One aspect of utilizing a whipstock with downhole tools to the placement of the whipstock and the tools that will be used to form the lateral borehole extending into the formation. The placement, both the depth and axially is important to direct the cutting head out of the wellbore and into the formation of interest and can be assisted with the use of a visual imaging device. The visual imaging device can be used to locate and position the whipstock at the optimal depth and/or azimuth of the formation of interest so as to guide, steer, position and orient short radius horizontal drilling tools can enable production from thinner reservoirs that heretofore have not been developed.

In view of the above, it would be desirable to have a the ability to locate and position a whipstock at an optimal depth and/or azimuth of the formation of interest to guide, steer, position and orient short radius horizontal drilling tools to produce lateral boreholes into a formation of interest. It would further be desirable to have a cutting system capable of locating a whipstock and other tools such as a cutting tool in a wellbore to precisely position such tools with the aid of a visual imaging device.

An embodiment of the present invention is a method of orienting depth and direction (azimuth) of a guide device used to direct tools for the creation of a lateral borehole extending from a wellbore in an earthen formation, utilizing a visual imaging tool. The method including running a tool string into a wellbore, the tool string comprising a guide device and a visual imaging device, visually imaging the wellbore at a range of depths and orientations in the wellbore, and aligning the guide device within the wellbore in preparation of drilling tools to be used for the creation of a lateral borehole in an earthen formation.

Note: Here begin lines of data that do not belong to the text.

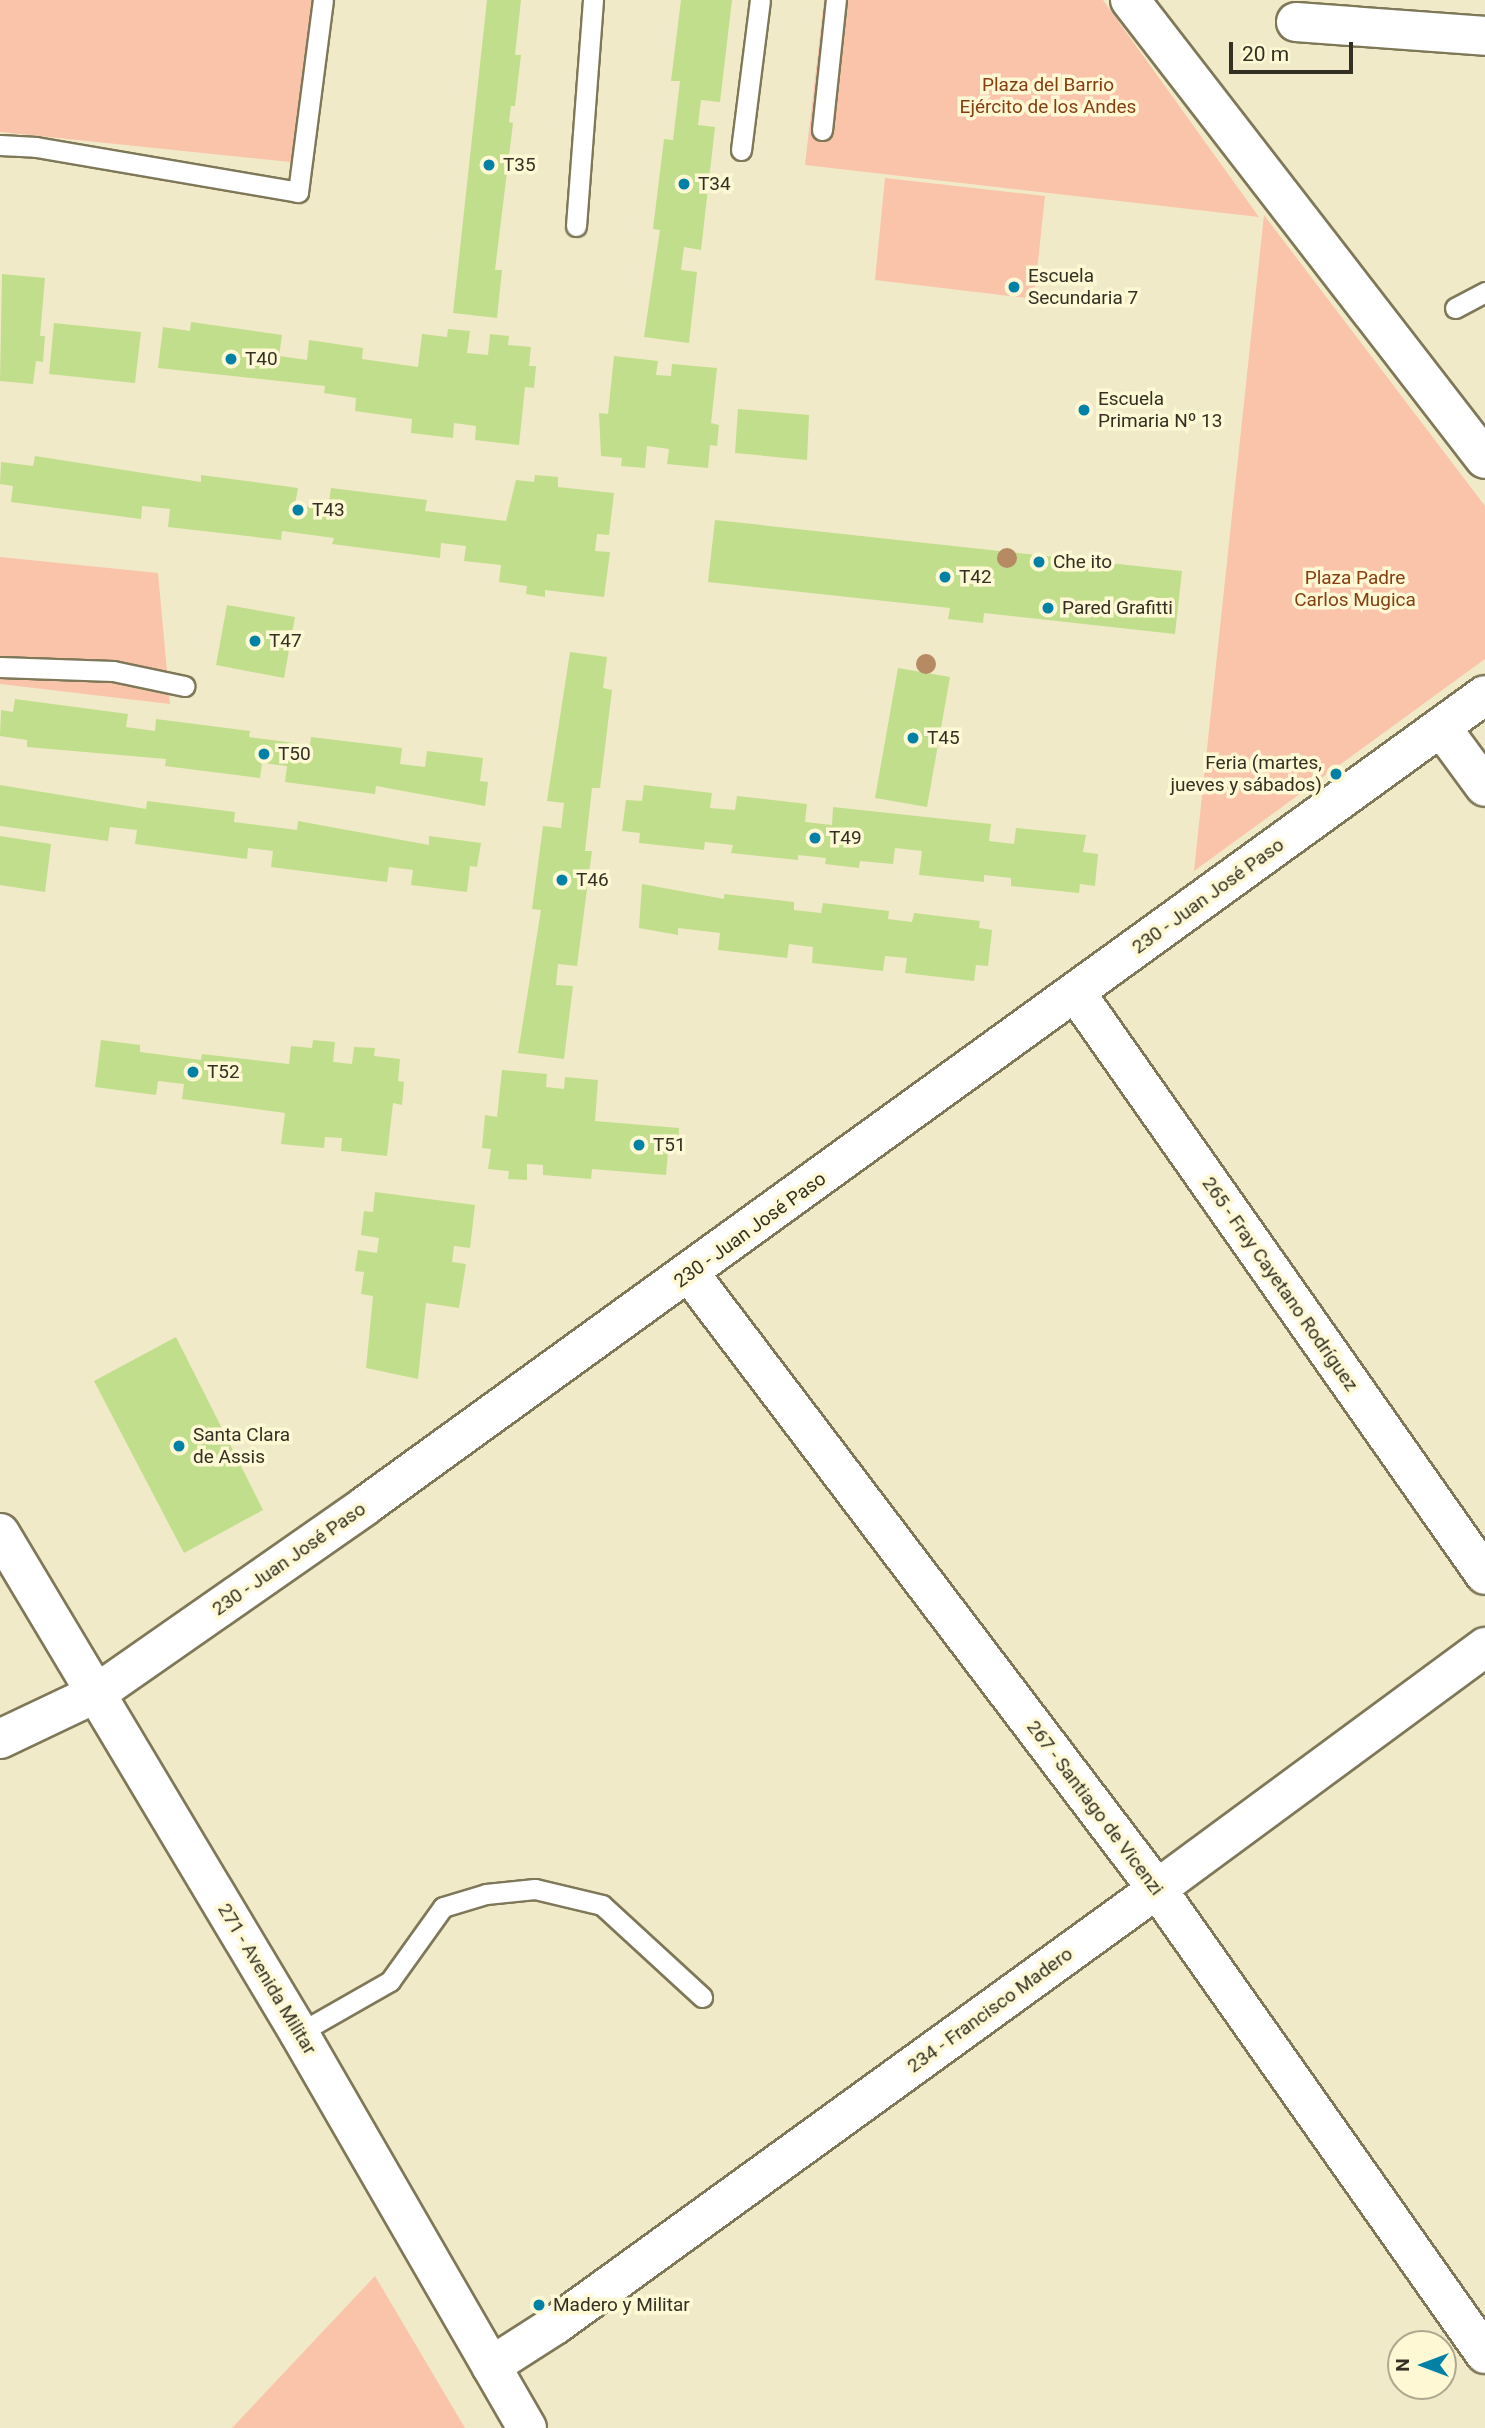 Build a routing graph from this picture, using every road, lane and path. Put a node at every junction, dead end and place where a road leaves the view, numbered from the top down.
1 (323, 0) edge
2 (593, 0) edge
3 (760, 0) edge
4 (836, 0) edge
5 (1129, 0) edge
6 (1296, 22) dead end
7 (1485, 36) edge
8 (822, 130) dead end
9 (0, 145) edge
10 (741, 150) dead end
11 (576, 226) dead end
12 (1485, 292) edge
13 (1455, 308) dead end
14 (1485, 459) edge
15 (0, 667) edge
16 (184, 686) dead end
17 (1485, 695) edge
18 (1441, 727) junction
19 (1485, 787) edge
20 (1076, 993) junction
21 (690, 1274) junction
22 (0, 1533) edge
23 (1485, 1575) edge
24 (1485, 1647) edge
25 (97, 1693) junction
26 (0, 1739) edge
27 (1157, 1889) junction
28 (702, 1997) dead end
29 (299, 2033) junction
30 (1485, 2354) edge
31 (491, 2366) junction
32 (527, 2428) edge

1 - 9 lane
2 - 11 lane
3 - 10 lane
4 - 8 lane
5 - 14 street
6 - 7 street
12 - 13 lane
15 - 16 lane
17 - 18 street, 230 - Juan José Paso
18 - 19 street
18 - 20 street, 230 - Juan José Paso
20 - 21 street, 230 - Juan José Paso
20 - 23 street, 265 - Fray Cayetano Rodríguez
21 - 25 street, 230 - Juan José Paso
21 - 27 street, 267 - Santiago de Vicenzi
22 - 25 street, 271 - Avenida Militar
24 - 27 street, 234 - Francisco Madero
25 - 26 street, 230 - Juan José Paso
25 - 29 street, 271 - Avenida Militar
27 - 30 street, 267 - Santiago de Vicenzi
27 - 31 street, 234 - Francisco Madero
28 - 29 lane
29 - 31 street, 271 - Avenida Militar
31 - 32 street, 271 - Avenida Militar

FIG. 1 illustrates a cross-sectional view of a cased wellbore containing a whipstock and a visual imaging tool in conjunction with an embodiment of the present invention.

FIG. 2 illustrates a cross-sectional view of a cased wellbore containing a whipstock, deployed in the wellbore and is disposed to facilitate the drilling of a lateral borehole thru a predefined hole in wellbore casing.

FIG. 3 illustrates a cross-sectional view of a open-hole wellbore containing a whipstock, wherein a visual imaging tool is deployed in the wellbore, guided through a guide channel in the whipstock, and into a lateral borehole into the earthen formation of interest.

FIG. 4 illustrates a cross-sectional view of a cased wellbore containing a whipstock, after positioning with a visual imaging tool, and drilling tools to create a lateral borehole into the earthen formation of interest.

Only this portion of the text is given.